Exercise data ::
= Beginning of Section =

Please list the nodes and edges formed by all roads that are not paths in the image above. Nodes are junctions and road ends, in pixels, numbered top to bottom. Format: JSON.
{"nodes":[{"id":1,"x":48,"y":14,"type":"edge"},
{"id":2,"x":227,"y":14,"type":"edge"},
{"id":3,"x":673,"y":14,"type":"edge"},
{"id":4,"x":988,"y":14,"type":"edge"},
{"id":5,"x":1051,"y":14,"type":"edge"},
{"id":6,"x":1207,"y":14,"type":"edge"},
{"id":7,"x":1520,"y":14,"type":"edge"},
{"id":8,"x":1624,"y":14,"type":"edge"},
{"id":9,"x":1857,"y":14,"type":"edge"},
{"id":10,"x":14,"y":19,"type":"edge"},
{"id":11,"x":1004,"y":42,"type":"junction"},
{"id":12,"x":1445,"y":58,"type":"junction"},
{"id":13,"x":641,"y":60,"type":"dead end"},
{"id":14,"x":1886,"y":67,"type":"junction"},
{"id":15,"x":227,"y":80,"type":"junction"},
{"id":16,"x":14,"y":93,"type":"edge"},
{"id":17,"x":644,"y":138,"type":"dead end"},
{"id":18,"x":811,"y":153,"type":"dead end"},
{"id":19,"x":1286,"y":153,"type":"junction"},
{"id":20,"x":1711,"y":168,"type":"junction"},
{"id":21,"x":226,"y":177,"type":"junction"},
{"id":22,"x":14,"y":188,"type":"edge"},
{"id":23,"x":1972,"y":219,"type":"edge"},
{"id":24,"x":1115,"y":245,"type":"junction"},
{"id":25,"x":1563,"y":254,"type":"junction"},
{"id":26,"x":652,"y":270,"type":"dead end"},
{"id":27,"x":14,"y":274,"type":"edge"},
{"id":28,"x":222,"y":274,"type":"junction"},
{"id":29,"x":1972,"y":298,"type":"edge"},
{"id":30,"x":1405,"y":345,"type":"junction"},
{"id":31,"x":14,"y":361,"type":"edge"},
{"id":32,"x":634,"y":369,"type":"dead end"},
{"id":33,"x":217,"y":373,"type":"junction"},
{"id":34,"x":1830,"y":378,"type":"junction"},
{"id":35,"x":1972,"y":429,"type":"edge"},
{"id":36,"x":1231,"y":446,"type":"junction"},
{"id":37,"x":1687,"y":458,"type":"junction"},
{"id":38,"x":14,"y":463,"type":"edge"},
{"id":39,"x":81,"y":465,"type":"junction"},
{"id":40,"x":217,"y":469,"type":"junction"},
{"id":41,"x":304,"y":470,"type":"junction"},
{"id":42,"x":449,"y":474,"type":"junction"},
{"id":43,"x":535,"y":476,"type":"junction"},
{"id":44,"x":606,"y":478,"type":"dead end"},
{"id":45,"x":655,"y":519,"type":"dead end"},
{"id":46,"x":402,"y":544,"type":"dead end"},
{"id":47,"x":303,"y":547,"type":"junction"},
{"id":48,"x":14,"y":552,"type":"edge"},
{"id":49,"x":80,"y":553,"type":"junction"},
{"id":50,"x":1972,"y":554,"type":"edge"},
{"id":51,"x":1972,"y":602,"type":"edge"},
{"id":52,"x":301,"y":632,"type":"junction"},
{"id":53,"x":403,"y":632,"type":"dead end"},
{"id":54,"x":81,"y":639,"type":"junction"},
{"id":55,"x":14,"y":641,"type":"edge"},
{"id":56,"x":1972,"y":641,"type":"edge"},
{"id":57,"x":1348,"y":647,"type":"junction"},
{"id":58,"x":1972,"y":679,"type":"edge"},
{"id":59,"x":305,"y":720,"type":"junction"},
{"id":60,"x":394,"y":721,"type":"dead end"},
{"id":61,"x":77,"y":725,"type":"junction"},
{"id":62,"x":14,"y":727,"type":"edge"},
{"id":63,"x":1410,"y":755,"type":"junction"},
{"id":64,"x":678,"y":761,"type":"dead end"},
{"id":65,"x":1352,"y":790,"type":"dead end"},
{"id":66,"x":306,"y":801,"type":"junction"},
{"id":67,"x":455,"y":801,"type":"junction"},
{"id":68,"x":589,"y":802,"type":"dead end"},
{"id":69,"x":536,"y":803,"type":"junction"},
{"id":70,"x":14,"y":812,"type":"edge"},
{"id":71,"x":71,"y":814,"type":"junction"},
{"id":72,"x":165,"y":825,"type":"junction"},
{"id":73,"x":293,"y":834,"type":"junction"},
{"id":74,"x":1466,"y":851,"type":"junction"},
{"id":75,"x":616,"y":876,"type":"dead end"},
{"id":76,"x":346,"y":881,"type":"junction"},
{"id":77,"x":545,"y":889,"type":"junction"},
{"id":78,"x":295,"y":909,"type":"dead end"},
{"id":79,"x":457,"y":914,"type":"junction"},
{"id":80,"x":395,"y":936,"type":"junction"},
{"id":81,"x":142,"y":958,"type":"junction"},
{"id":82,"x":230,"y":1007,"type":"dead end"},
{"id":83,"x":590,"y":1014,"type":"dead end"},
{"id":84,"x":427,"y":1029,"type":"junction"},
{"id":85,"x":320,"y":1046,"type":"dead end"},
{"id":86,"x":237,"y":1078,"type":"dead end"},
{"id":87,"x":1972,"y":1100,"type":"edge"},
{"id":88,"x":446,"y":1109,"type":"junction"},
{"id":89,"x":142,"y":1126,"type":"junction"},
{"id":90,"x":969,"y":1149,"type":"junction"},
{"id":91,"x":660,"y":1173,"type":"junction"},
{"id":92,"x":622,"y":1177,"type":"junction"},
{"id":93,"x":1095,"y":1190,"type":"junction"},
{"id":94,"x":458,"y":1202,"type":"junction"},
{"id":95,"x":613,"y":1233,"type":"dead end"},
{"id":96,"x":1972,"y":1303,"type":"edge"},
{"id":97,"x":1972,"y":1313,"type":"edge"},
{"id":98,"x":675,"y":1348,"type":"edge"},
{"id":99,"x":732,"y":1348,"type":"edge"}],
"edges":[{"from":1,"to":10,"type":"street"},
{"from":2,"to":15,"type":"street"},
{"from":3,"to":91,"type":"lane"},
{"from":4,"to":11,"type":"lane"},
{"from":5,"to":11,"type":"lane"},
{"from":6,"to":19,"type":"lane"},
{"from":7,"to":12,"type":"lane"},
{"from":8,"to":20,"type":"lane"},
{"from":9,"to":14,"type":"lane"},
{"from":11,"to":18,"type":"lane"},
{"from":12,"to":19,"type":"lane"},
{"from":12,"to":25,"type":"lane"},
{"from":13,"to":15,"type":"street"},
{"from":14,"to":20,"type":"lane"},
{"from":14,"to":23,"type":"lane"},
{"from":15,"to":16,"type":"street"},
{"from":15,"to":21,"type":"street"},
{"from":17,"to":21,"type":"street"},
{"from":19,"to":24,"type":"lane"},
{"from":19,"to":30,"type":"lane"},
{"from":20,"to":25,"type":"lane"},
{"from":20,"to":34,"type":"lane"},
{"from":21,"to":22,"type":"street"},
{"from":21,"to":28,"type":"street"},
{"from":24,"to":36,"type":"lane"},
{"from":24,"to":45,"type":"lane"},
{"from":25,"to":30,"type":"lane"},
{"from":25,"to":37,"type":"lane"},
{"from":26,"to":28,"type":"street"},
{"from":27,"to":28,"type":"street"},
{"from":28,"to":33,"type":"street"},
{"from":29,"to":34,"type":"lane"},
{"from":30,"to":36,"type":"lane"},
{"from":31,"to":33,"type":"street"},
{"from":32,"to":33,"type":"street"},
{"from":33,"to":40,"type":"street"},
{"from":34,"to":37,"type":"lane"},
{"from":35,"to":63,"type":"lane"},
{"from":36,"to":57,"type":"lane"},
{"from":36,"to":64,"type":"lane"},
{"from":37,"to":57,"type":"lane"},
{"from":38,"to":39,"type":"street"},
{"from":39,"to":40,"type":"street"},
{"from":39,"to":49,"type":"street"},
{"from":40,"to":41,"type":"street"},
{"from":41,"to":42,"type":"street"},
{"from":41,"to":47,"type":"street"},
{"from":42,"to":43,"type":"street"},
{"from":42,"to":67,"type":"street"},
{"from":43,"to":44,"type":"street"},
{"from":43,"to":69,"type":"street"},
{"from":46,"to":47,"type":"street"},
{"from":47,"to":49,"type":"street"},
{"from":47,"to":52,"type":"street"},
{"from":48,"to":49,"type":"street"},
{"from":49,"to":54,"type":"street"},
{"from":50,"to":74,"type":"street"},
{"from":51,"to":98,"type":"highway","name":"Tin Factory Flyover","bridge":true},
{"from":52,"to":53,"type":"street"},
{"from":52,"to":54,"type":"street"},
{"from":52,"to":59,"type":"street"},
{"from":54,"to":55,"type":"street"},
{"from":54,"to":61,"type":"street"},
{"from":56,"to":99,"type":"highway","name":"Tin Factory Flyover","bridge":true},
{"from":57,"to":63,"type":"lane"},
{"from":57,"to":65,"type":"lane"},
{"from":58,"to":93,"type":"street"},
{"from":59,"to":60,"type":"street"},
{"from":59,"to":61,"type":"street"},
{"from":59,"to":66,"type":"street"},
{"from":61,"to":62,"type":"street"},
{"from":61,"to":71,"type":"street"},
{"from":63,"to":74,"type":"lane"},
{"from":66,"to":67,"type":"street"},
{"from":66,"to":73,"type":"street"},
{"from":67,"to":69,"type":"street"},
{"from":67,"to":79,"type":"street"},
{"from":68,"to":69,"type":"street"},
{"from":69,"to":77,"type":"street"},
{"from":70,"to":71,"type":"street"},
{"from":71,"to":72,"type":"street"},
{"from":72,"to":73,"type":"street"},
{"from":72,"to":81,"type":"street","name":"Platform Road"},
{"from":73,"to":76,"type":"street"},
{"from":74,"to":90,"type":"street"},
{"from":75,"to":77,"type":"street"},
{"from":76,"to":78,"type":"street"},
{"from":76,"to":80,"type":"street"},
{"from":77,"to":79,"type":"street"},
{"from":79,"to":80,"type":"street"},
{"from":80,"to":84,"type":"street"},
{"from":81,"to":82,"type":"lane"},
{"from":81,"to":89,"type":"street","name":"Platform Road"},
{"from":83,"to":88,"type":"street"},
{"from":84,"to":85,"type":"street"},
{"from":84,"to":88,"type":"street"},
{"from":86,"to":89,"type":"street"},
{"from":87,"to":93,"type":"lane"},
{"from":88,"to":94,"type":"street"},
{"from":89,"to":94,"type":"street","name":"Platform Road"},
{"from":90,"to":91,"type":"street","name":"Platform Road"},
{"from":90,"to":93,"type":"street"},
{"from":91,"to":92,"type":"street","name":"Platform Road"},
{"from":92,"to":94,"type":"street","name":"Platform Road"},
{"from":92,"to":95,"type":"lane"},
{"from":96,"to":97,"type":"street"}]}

= End of Section =

Goal of the exercise :: Work out how many lines in the records above contain the word "bridge", and give only that number.

Final answer :: 2